## What the task requires
What you return should be each line of the data containing the string "TAREK".

Collected data entries
-=-=-=-=-

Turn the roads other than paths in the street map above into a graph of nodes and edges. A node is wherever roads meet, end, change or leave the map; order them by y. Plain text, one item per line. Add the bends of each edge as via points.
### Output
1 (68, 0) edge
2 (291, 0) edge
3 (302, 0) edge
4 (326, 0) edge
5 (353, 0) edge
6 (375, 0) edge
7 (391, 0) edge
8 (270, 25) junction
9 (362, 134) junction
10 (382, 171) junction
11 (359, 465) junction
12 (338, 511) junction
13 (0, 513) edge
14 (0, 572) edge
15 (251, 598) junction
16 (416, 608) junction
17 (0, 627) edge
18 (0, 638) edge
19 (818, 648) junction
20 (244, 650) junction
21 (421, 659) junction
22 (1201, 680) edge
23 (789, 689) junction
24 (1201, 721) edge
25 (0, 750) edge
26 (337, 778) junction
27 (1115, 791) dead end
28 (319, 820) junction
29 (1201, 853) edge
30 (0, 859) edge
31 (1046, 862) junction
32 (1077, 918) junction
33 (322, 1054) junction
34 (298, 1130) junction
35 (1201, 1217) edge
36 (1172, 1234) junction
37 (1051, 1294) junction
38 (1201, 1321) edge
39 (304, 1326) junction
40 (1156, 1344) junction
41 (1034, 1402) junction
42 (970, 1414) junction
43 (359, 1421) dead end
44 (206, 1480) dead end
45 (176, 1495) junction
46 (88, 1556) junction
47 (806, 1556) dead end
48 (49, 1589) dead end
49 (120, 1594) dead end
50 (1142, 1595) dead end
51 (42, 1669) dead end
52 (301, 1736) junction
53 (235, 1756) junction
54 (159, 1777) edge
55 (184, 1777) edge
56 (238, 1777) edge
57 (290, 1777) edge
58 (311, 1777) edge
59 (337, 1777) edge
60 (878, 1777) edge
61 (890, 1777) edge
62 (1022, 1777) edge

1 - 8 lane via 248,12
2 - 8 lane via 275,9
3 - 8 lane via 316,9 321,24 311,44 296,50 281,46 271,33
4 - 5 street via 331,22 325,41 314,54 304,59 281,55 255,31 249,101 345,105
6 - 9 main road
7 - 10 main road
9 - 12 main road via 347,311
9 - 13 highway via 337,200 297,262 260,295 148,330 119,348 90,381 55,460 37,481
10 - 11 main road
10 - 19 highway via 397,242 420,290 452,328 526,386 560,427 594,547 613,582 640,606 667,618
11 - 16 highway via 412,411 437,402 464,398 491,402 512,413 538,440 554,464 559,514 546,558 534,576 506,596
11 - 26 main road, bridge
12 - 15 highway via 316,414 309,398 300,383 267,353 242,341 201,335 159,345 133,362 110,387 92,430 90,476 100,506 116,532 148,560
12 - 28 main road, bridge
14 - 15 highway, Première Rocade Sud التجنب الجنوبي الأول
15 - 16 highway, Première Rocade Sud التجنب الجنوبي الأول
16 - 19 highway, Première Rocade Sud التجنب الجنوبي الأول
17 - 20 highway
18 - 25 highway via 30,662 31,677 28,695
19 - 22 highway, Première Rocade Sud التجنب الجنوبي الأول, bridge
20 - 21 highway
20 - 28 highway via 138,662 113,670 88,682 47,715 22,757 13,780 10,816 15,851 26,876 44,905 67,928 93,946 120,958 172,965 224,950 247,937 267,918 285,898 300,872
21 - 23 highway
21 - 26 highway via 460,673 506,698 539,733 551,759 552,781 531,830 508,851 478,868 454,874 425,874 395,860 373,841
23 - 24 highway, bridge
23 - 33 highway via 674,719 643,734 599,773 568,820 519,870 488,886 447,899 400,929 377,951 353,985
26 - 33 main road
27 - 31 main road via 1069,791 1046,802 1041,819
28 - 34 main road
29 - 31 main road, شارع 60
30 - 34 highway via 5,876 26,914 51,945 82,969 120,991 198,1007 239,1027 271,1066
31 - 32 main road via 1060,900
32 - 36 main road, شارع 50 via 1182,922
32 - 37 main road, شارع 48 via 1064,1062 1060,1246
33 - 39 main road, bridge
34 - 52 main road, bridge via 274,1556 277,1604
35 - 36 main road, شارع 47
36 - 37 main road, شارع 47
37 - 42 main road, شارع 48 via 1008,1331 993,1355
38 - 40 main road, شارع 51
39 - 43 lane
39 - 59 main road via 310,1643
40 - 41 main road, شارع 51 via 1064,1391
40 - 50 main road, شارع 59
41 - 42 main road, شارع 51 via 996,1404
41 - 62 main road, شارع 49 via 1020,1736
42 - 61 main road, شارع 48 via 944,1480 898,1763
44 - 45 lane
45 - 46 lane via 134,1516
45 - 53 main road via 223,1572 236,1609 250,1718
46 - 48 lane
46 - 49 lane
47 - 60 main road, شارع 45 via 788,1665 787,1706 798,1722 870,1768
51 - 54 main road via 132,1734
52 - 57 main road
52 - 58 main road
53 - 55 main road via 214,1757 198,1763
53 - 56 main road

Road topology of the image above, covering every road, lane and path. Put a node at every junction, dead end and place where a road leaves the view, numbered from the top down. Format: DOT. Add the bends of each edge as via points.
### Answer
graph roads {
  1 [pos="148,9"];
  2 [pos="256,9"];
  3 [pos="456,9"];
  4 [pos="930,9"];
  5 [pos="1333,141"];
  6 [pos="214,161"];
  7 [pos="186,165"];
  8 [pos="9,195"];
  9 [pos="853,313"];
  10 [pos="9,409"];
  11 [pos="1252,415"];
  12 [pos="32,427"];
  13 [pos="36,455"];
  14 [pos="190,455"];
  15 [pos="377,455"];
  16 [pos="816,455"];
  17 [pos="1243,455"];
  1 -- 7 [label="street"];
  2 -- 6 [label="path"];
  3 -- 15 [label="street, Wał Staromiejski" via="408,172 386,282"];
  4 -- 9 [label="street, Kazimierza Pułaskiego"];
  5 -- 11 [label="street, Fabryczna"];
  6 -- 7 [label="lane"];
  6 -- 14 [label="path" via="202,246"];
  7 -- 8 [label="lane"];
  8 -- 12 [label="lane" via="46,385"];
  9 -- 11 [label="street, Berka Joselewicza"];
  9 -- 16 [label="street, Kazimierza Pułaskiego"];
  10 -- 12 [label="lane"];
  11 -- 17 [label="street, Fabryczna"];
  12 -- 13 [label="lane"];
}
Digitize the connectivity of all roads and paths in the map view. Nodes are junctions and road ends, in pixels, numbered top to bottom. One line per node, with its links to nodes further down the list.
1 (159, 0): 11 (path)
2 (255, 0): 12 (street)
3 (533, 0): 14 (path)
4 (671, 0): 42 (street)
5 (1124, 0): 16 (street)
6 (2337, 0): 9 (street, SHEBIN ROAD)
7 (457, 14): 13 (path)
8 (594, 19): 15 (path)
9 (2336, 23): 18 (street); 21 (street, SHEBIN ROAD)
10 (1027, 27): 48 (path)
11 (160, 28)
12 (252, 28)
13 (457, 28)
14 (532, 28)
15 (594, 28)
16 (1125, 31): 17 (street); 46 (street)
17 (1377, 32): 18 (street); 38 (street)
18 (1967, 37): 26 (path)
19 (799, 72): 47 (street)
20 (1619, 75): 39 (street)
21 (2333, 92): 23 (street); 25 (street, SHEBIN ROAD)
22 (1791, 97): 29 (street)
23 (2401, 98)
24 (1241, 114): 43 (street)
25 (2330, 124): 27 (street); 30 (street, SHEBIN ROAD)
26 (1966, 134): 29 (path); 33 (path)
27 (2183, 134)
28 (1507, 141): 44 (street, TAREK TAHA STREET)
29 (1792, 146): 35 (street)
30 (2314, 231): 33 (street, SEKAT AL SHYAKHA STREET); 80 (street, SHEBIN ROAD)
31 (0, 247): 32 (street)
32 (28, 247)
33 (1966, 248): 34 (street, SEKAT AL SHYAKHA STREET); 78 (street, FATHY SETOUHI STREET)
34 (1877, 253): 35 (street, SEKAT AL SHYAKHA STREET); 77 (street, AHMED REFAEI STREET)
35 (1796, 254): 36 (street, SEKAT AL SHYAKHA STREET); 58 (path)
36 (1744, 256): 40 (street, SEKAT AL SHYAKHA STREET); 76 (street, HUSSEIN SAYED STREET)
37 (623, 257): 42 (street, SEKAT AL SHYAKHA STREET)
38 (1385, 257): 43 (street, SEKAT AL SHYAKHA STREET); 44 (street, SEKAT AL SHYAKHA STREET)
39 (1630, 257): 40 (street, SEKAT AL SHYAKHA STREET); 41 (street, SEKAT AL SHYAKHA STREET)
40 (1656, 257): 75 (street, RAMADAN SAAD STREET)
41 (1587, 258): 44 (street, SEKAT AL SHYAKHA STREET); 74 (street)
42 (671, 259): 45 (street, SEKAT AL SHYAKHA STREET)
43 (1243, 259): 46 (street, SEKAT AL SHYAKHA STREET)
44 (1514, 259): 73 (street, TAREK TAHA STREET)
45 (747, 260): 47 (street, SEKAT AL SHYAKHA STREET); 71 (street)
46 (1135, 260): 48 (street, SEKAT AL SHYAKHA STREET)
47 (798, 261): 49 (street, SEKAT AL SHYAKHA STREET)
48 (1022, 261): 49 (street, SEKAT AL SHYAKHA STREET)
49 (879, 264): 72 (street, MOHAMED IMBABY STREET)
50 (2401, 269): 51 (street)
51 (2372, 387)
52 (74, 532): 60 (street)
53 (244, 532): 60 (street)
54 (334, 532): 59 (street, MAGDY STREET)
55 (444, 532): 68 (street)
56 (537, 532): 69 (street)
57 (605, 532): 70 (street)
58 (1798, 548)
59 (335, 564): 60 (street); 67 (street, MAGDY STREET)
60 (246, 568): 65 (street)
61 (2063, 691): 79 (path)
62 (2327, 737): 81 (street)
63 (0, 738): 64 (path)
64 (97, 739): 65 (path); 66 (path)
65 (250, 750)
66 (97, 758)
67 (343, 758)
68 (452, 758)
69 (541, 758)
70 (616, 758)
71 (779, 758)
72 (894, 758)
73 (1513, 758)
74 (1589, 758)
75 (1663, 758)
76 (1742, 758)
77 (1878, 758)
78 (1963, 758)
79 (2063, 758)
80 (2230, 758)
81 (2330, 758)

-=-=-=-=-

## Response area
28 (1507, 141): 44 (street, TAREK TAHA STREET)
44 (1514, 259): 73 (street, TAREK TAHA STREET)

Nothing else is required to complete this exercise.